Early on I was inspired by my mother and grandfather, both surgeons, who were able to have a direct and meaningful impact to improve people’s lives. As I learned how knowledge is created and implemented, I realized I wanted to spend my time earlier in the pipeline—focusing on mechanistic problems that I can work on, with others, towards the goal of improving human health.

Maria Antonietta Tosches
Columbia University

Assistant Professor; Department of Biological Sciences

Ph.D., European Molecular Biology Laboratory, Germany
M.S., University of Pisa and Scuola Normale Superiore, Italy

The stunning complexity of our brain is the result of a long journey, that started when squishy and brainless aggregates of cells—the first animals—appeared on Earth over 700 million years ago. Understanding how our brain evolved can shed light on fundamental principles underlying its organization and function. The Tosches lab investigates the evolution of the cerebral cortex, the part of our brain associated with advanced cognition. Focusing on neuron types as units of evolutionary change, we discovered that the mammalian cerebral cortex has a unique neuronal repertoire without clear counterparts in other vertebrates. Our future goal is to understand how changes of developmental programs and gene regulation contributed to the emergence of these new types of neurons in mammals.

What will funding from the Rita Allen Foundation allow you to do?
Research on brain evolution tends to be descriptive because functional experiments can be extremely hard in non-conventional research organisms.
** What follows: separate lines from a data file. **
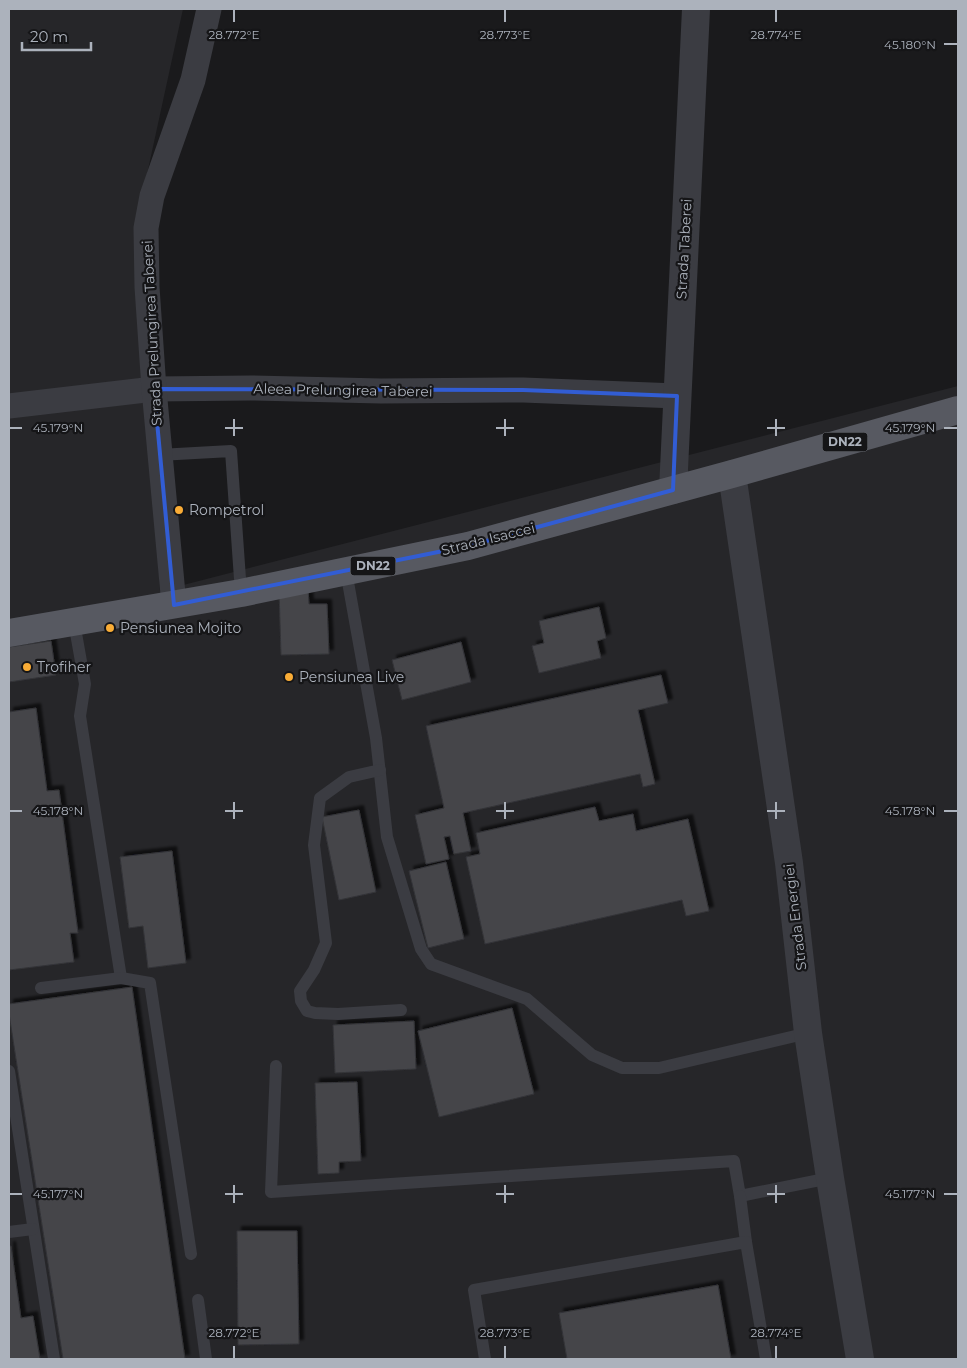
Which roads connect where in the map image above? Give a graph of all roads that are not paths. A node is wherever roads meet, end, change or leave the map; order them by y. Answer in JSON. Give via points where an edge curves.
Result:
{"nodes":[{"id":1,"x":209,"y":9,"type":"edge"},
{"id":2,"x":696,"y":9,"type":"edge"},
{"id":3,"x":154,"y":389,"type":"junction"},
{"id":4,"x":677,"y":396,"type":"junction"},
{"id":5,"x":9,"y":406,"type":"edge"},
{"id":6,"x":958,"y":410,"type":"edge"},
{"id":7,"x":159,"y":455,"type":"junction"},
{"id":8,"x":732,"y":474,"type":"junction"},
{"id":9,"x":673,"y":490,"type":"junction"},
{"id":10,"x":346,"y":571,"type":"junction"},
{"id":11,"x":241,"y":593,"type":"junction"},
{"id":12,"x":174,"y":605,"type":"junction"},
{"id":13,"x":74,"y":622,"type":"junction"},
{"id":14,"x":9,"y":633,"type":"edge"},
{"id":15,"x":380,"y":770,"type":"junction"},
{"id":16,"x":121,"y":978,"type":"junction"},
{"id":17,"x":42,"y":988,"type":"dead end"},
{"id":18,"x":401,"y":1010,"type":"dead end"},
{"id":19,"x":808,"y":1033,"type":"junction"},
{"id":20,"x":276,"y":1066,"type":"dead end"},
{"id":21,"x":9,"y":1071,"type":"edge"},
{"id":22,"x":830,"y":1178,"type":"junction"},
{"id":23,"x":740,"y":1196,"type":"junction"},
{"id":24,"x":33,"y":1229,"type":"junction"},
{"id":25,"x":9,"y":1232,"type":"edge"},
{"id":26,"x":746,"y":1242,"type":"junction"},
{"id":27,"x":191,"y":1254,"type":"dead end"},
{"id":28,"x":198,"y":1300,"type":"dead end"},
{"id":29,"x":54,"y":1359,"type":"edge"},
{"id":30,"x":206,"y":1359,"type":"edge"},
{"id":31,"x":485,"y":1359,"type":"edge"},
{"id":32,"x":766,"y":1359,"type":"edge"},
{"id":33,"x":860,"y":1359,"type":"edge"}],
"edges":[{"from":1,"to":3,"type":"street","name":"Strada Prelungirea Taberei","via":[[193,80],[152,196],[146,228]]},
{"from":2,"to":4,"type":"street","name":"Strada Taberei"},
{"from":3,"to":4,"type":"street","name":"Aleea Prelungirea Taberei","via":[[522,390]]},
{"from":3,"to":5,"type":"street","name":"Aleea Prelungirea Taberei"},
{"from":3,"to":7,"type":"street","name":"Strada Prelungirea Taberei"},
{"from":4,"to":9,"type":"street","name":"Strada Taberei"},
{"from":6,"to":8,"type":"main road","name":"Strada Isaccei","number":"DN22"},
{"from":7,"to":11,"type":"lane","via":[[231,451]]},
{"from":7,"to":12,"type":"street","name":"Strada Prelungirea Taberei"},
{"from":8,"to":9,"type":"main road","name":"Strada Isaccei","number":"DN22"},
{"from":8,"to":19,"type":"street","name":"Strada Energiei","via":[[789,863]]},
{"from":9,"to":10,"type":"main road","name":"Strada Isaccei","number":"DN22","via":[[468,546]]},
{"from":10,"to":11,"type":"main road","name":"Strada Isaccei","number":"DN22"},
{"from":10,"to":15,"type":"lane"},
{"from":11,"to":12,"type":"main road","name":"Strada Isaccei","number":"DN22"},
{"from":12,"to":13,"type":"main road","name":"Strada Isaccei","number":"DN22"},
{"from":13,"to":14,"type":"main road","name":"Strada Isaccei","number":"DN22"},
{"from":13,"to":16,"type":"lane","via":[[85,684],[80,716]]},
{"from":15,"to":18,"type":"lane","via":[[349,777],[320,798],[314,845],[326,942],[314,970],[300,991],[307,1011],[327,1014]]},
{"from":15,"to":19,"type":"lane","via":[[387,837],[422,949],[431,964],[527,999],[592,1055],[622,1068],[659,1068]]},
{"from":16,"to":17,"type":"lane"},
{"from":16,"to":27,"type":"lane","via":[[150,983]]},
{"from":19,"to":22,"type":"street","name":"Strada Energiei"},
{"from":20,"to":23,"type":"lane","via":[[271,1192],[734,1161]]},
{"from":21,"to":24,"type":"lane"},
{"from":22,"to":23,"type":"lane"},
{"from":22,"to":33,"type":"street","name":"Strada Energiei"},
{"from":23,"to":26,"type":"lane"},
{"from":24,"to":25,"type":"lane"},
{"from":24,"to":29,"type":"lane"},
{"from":26,"to":31,"type":"lane","via":[[474,1290]]},
{"from":26,"to":32,"type":"lane"},
{"from":28,"to":30,"type":"lane"}]}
To move from descriptive to functional studies on brain development and evolution, we are establishing a new research organism, the salamander, Pleurodeles waltl. Support from the Rita Allen Foundation will enable us to explore the use of new genetic and viral tools in salamanders and will accelerate our research on the evolution of cortical neuron types.
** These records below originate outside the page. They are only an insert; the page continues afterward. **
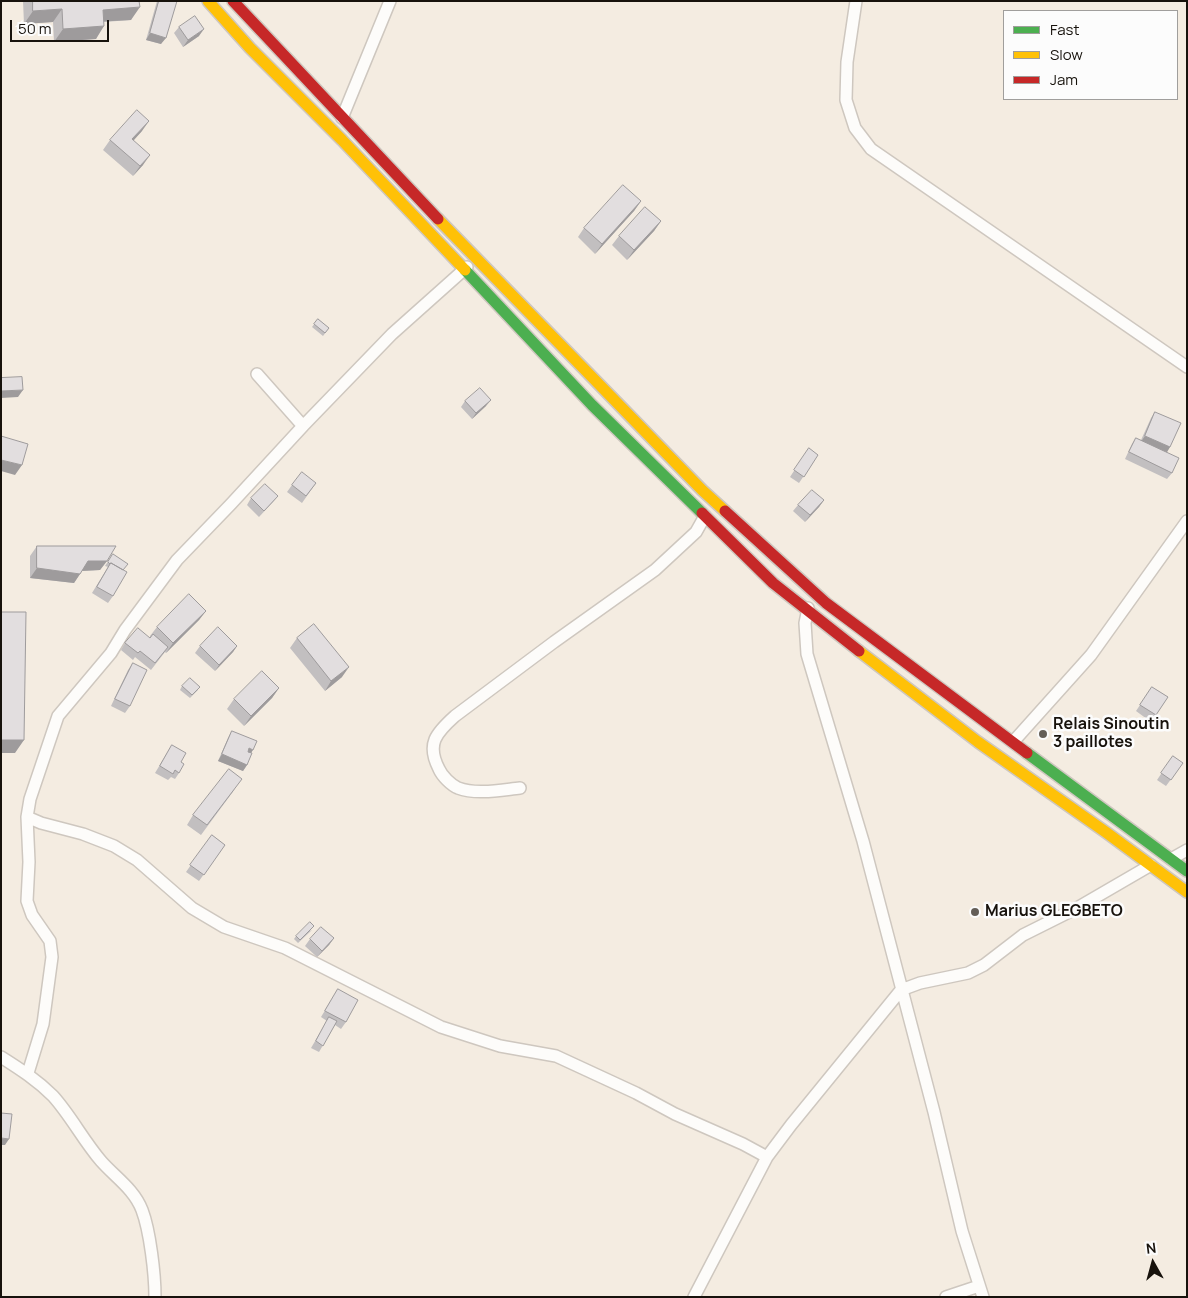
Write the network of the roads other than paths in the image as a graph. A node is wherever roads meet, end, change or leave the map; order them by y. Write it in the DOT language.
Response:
graph roads {
  1 [pos="208,1"];
  2 [pos="233,1"];
  3 [pos="390,1"];
  4 [pos="856,1"];
  5 [pos="262,34"];
  6 [pos="250,48"];
  7 [pos="342,118"];
  8 [pos="476,260"];
  9 [pos="463,269"];
  10 [pos="1187,366"];
  11 [pos="257,374"];
  12 [pos="303,426"];
  13 [pos="705,516"];
  14 [pos="1187,520"];
  15 [pos="816,595"];
  16 [pos="807,610"];
  17 [pos="1013,742"];
  18 [pos="520,788"];
  19 [pos="27,818"];
  20 [pos="1187,850"];
  21 [pos="1171,859"];
  22 [pos="1151,865"];
  23 [pos="1187,871"];
  24 [pos="1187,892"];
  25 [pos="901,990"];
  26 [pos="1,1057"];
  27 [pos="28,1074"];
  28 [pos="767,1157"];
  29 [pos="981,1291"];
  30 [pos="155,1297"];
  31 [pos="694,1297"];
  32 [pos="946,1297"];
  1 -- 6 [label="highway"];
  2 -- 5 [label="highway"];
  3 -- 7 [label="street"];
  4 -- 10 [label="street"];
  5 -- 6 [label="highway"];
  5 -- 7 [label="highway"];
  6 -- 9 [label="highway"];
  7 -- 8 [label="highway"];
  8 -- 9 [label="street"];
  8 -- 15 [label="highway"];
  9 -- 12 [label="street"];
  9 -- 13 [label="highway"];
  11 -- 12 [label="street"];
  12 -- 19 [label="street"];
  13 -- 16 [label="highway"];
  13 -- 18 [label="street"];
  14 -- 17 [label="street"];
  15 -- 16 [label="street"];
  15 -- 17 [label="highway"];
  16 -- 22 [label="highway"];
  16 -- 25 [label="street"];
  17 -- 21 [label="highway"];
  19 -- 27 [label="street"];
  19 -- 28 [label="street"];
  20 -- 21 [label="street"];
  21 -- 23 [label="highway"];
  22 -- 24 [label="highway"];
  22 -- 25 [label="street"];
  25 -- 28 [label="street"];
  25 -- 29 [label="street"];
  26 -- 27 [label="street"];
  27 -- 30 [label="street"];
  28 -- 31 [label="street"];
  29 -- 32 [label="street"];
}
How did you enter this career path? Was there anyone or anything that particularly inspired you?
Born and raised in rural, southern Italy, I became interested in science while watching Italy’s most popular science television program, Superquark. As I was learning how scientists explore big questions in physics, biology, archeology, and medicine, I imagined becoming a scientist myself. This dream started to take shape when I was admitted as an undergraduate student at the Scuola Normale Superiore, an elite Italian university based in Pisa, where scientific research is an integral part of the academic curriculum. The time in Pisa cemented my interests in neuroscience and evolution, and gave me the confidence to pursue postgraduate training abroad. From that point, the dream of becoming a scientist became reality thanks to the constant support and encouragement of several mentors with whom I have had the privilege to work and interact.